**Exercise details**
Each record below must come back exactly as written; its pictures must not.

**Records for this exercise**
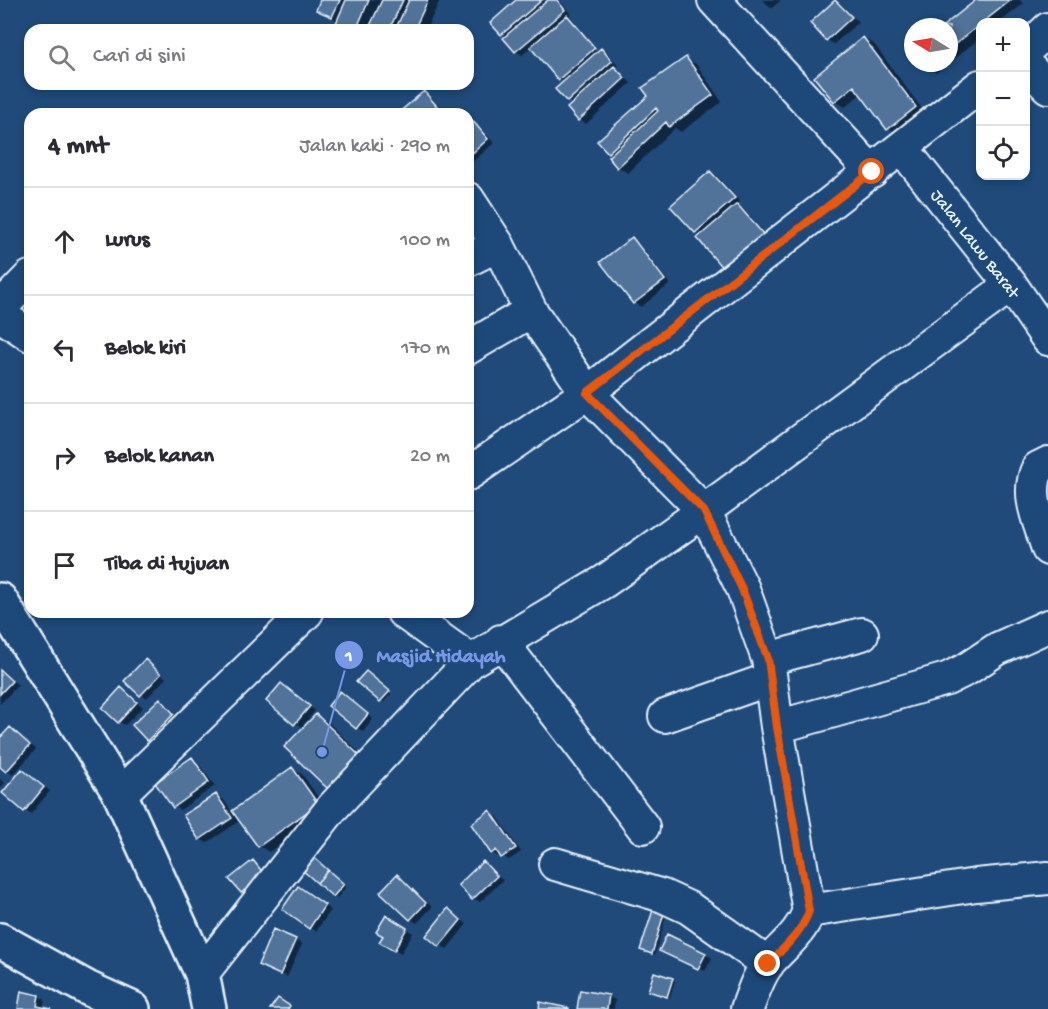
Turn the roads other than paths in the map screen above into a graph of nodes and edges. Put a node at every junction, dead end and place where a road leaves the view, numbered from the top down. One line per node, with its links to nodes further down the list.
1 (714, 0): 8 (street)
2 (1048, 29): 3 (street)
3 (1030, 46)
4 (1030, 69): 5 (street)
5 (1048, 87)
6 (976, 90): 7 (street)
7 (902, 148): 8 (street); 13 (street, Jalan Lawu Barat)
8 (872, 172): 20 (street)
9 (474, 208): 10 (street)
10 (498, 245): 11 (street); 15 (street)
11 (474, 257)
12 (24, 283): 14 (street)
13 (1011, 285): 18 (street, Jalan Lawu Barat); 23 (street)
14 (0, 308)
15 (531, 311): 19 (street); 20 (street)
16 (0, 315): 17 (street)
17 (24, 331)
18 (1048, 339)
19 (474, 344)
20 (587, 393): 22 (street); 23 (street)
21 (1048, 463): 24 (street)
22 (474, 470)
23 (704, 511): 30 (street); 32 (street)
24 (1048, 549)
25 (0, 600): 35 (main road)
26 (301, 618): 35 (street)
27 (411, 618): 31 (street)
28 (1048, 626): 34 (street)
29 (862, 634): 32 (street)
30 (501, 641): 31 (street); 36 (street)
31 (471, 661): 42 (street)
32 (769, 669): 33 (street); 34 (street)
33 (664, 716)
34 (777, 727): 39 (street)
35 (120, 794): 42 (main road)
36 (643, 827)
37 (555, 864): 41 (street)
38 (1048, 878): 39 (street)
39 (809, 911): 41 (street)
40 (0, 940): 44 (main road)
41 (768, 964): 43 (street)
42 (202, 974): 45 (main road); 46 (main road)
43 (750, 1002)
44 (133, 1009)
45 (209, 1009)
46 (224, 1009)

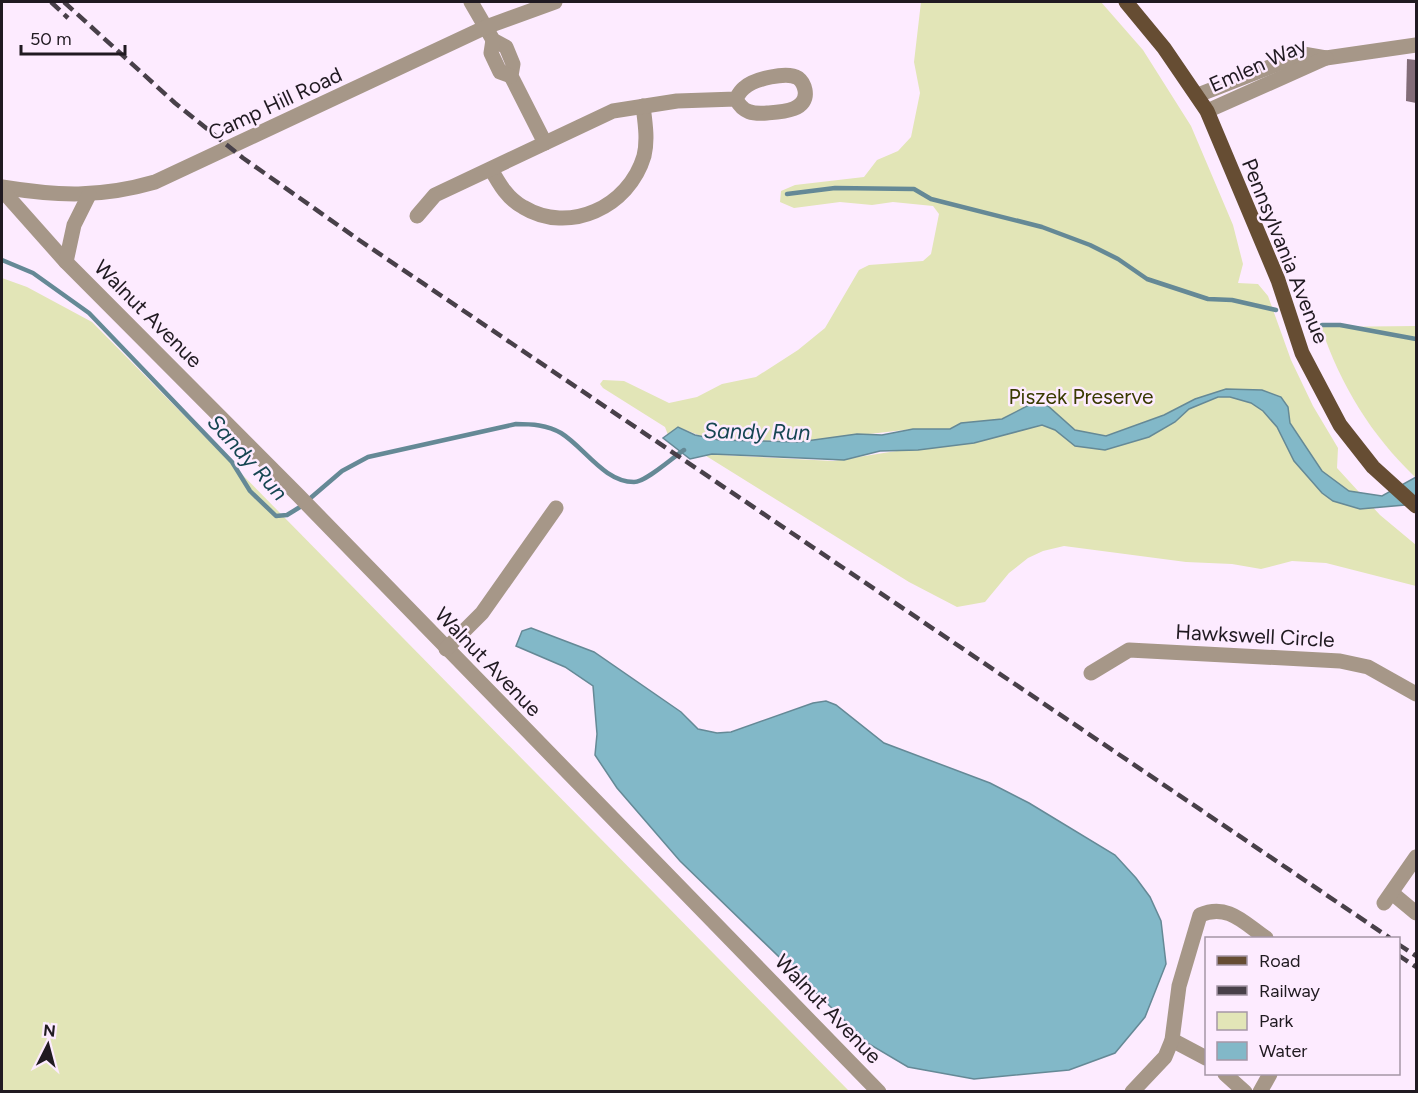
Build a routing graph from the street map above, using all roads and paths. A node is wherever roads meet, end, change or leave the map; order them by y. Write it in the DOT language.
graph roads {
  1 [pos="471,2"];
  2 [pos="555,2"];
  3 [pos="1126,2"];
  4 [pos="490,34"];
  5 [pos="1416,45"];
  6 [pos="1326,58"];
  7 [pos="1198,95"];
  8 [pos="736,99"];
  9 [pos="643,106"];
  10 [pos="1207,111"];
  11 [pos="544,143"];
  12 [pos="491,169"];
  13 [pos="2,188"];
  14 [pos="89,195"];
  15 [pos="417,216"];
  16 [pos="66,262"];
  17 [pos="1416,506"];
  18 [pos="556,508"];
  19 [pos="446,649"];
  20 [pos="1091,673"];
  21 [pos="1416,694"];
  22 [pos="1416,857"];
  23 [pos="1416,913"];
  24 [pos="1263,937"];
  25 [pos="1172,1040"];
  26 [pos="1205,1057"];
  27 [pos="1226,1075"];
  28 [pos="1269,1075"];
  29 [pos="1133,1091"];
  30 [pos="879,1092"];
  31 [pos="1245,1092"];
  32 [pos="1260,1092"];
  1 -- 4 [label="street"];
  2 -- 4 [label="street, Camp Hill Road"];
  3 -- 7 [label="main road, Pennsylvania Avenue"];
  4 -- 11 [label="street"];
  4 -- 14 [label="street, Camp Hill Road"];
  5 -- 6 [label="street, Emlen Way"];
  6 -- 7 [label="street, Emlen Way"];
  6 -- 10 [label="street, Emlen Way"];
  7 -- 10 [label="main road, Pennsylvania Avenue"];
  8 -- 9 [label="street"];
  9 -- 11 [label="street"];
  9 -- 12 [label="street"];
  10 -- 17 [label="main road, Pennsylvania Avenue"];
  11 -- 12 [label="street"];
  12 -- 15 [label="street"];
  13 -- 14 [label="street, Camp Hill Road"];
  13 -- 16 [label="street, Walnut Avenue"];
  14 -- 16 [label="street, Walnut Avenue"];
  16 -- 19 [label="street, Walnut Avenue"];
  18 -- 19 [label="street"];
  19 -- 30 [label="street, Walnut Avenue"];
  20 -- 21 [label="street, Hawkswell Circle"];
  22 -- 23 [label="street"];
  24 -- 25 [label="street"];
  25 -- 26 [label="street"];
  25 -- 29 [label="street"];
  27 -- 31 [label="street"];
  28 -- 32 [label="street"];
}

**Output below**
Turn the roads other than paths in the map screen above into a graph of nodes and edges. Put a node at every junction, dead end and place where a road leaves the view, numbered from the top down. One line per node, with its links to nodes further down the list.
1 (714, 0): 8 (street)
2 (1048, 29): 3 (street)
3 (1030, 46)
4 (1030, 69): 5 (street)
5 (1048, 87)
6 (976, 90): 7 (street)
7 (902, 148): 8 (street); 13 (street, Jalan Lawu Barat)
8 (872, 172): 20 (street)
9 (474, 208): 10 (street)
10 (498, 245): 11 (street); 15 (street)
11 (474, 257)
12 (24, 283): 14 (street)
13 (1011, 285): 18 (street, Jalan Lawu Barat); 23 (street)
14 (0, 308)
15 (531, 311): 19 (street); 20 (street)
16 (0, 315): 17 (street)
17 (24, 331)
18 (1048, 339)
19 (474, 344)
20 (587, 393): 22 (street); 23 (street)
21 (1048, 463): 24 (street)
22 (474, 470)
23 (704, 511): 30 (street); 32 (street)
24 (1048, 549)
25 (0, 600): 35 (main road)
26 (301, 618): 35 (street)
27 (411, 618): 31 (street)
28 (1048, 626): 34 (street)
29 (862, 634): 32 (street)
30 (501, 641): 31 (street); 36 (street)
31 (471, 661): 42 (street)
32 (769, 669): 33 (street); 34 (street)
33 (664, 716)
34 (777, 727): 39 (street)
35 (120, 794): 42 (main road)
36 (643, 827)
37 (555, 864): 41 (street)
38 (1048, 878): 39 (street)
39 (809, 911): 41 (street)
40 (0, 940): 44 (main road)
41 (768, 964): 43 (street)
42 (202, 974): 45 (main road); 46 (main road)
43 (750, 1002)
44 (133, 1009)
45 (209, 1009)
46 (224, 1009)

Build a routing graph from the street map above, using all roads and paths. A node is wherever roads meet, end, change or leave the map; order them by y. Write it in the DOT language.
graph roads {
  1 [pos="471,2"];
  2 [pos="555,2"];
  3 [pos="1126,2"];
  4 [pos="490,34"];
  5 [pos="1416,45"];
  6 [pos="1326,58"];
  7 [pos="1198,95"];
  8 [pos="736,99"];
  9 [pos="643,106"];
  10 [pos="1207,111"];
  11 [pos="544,143"];
  12 [pos="491,169"];
  13 [pos="2,188"];
  14 [pos="89,195"];
  15 [pos="417,216"];
  16 [pos="66,262"];
  17 [pos="1416,506"];
  18 [pos="556,508"];
  19 [pos="446,649"];
  20 [pos="1091,673"];
  21 [pos="1416,694"];
  22 [pos="1416,857"];
  23 [pos="1416,913"];
  24 [pos="1263,937"];
  25 [pos="1172,1040"];
  26 [pos="1205,1057"];
  27 [pos="1226,1075"];
  28 [pos="1269,1075"];
  29 [pos="1133,1091"];
  30 [pos="879,1092"];
  31 [pos="1245,1092"];
  32 [pos="1260,1092"];
  1 -- 4 [label="street"];
  2 -- 4 [label="street, Camp Hill Road"];
  3 -- 7 [label="main road, Pennsylvania Avenue"];
  4 -- 11 [label="street"];
  4 -- 14 [label="street, Camp Hill Road"];
  5 -- 6 [label="street, Emlen Way"];
  6 -- 7 [label="street, Emlen Way"];
  6 -- 10 [label="street, Emlen Way"];
  7 -- 10 [label="main road, Pennsylvania Avenue"];
  8 -- 9 [label="street"];
  9 -- 11 [label="street"];
  9 -- 12 [label="street"];
  10 -- 17 [label="main road, Pennsylvania Avenue"];
  11 -- 12 [label="street"];
  12 -- 15 [label="street"];
  13 -- 14 [label="street, Camp Hill Road"];
  13 -- 16 [label="street, Walnut Avenue"];
  14 -- 16 [label="street, Walnut Avenue"];
  16 -- 19 [label="street, Walnut Avenue"];
  18 -- 19 [label="street"];
  19 -- 30 [label="street, Walnut Avenue"];
  20 -- 21 [label="street, Hawkswell Circle"];
  22 -- 23 [label="street"];
  24 -- 25 [label="street"];
  25 -- 26 [label="street"];
  25 -- 29 [label="street"];
  27 -- 31 [label="street"];
  28 -- 32 [label="street"];
}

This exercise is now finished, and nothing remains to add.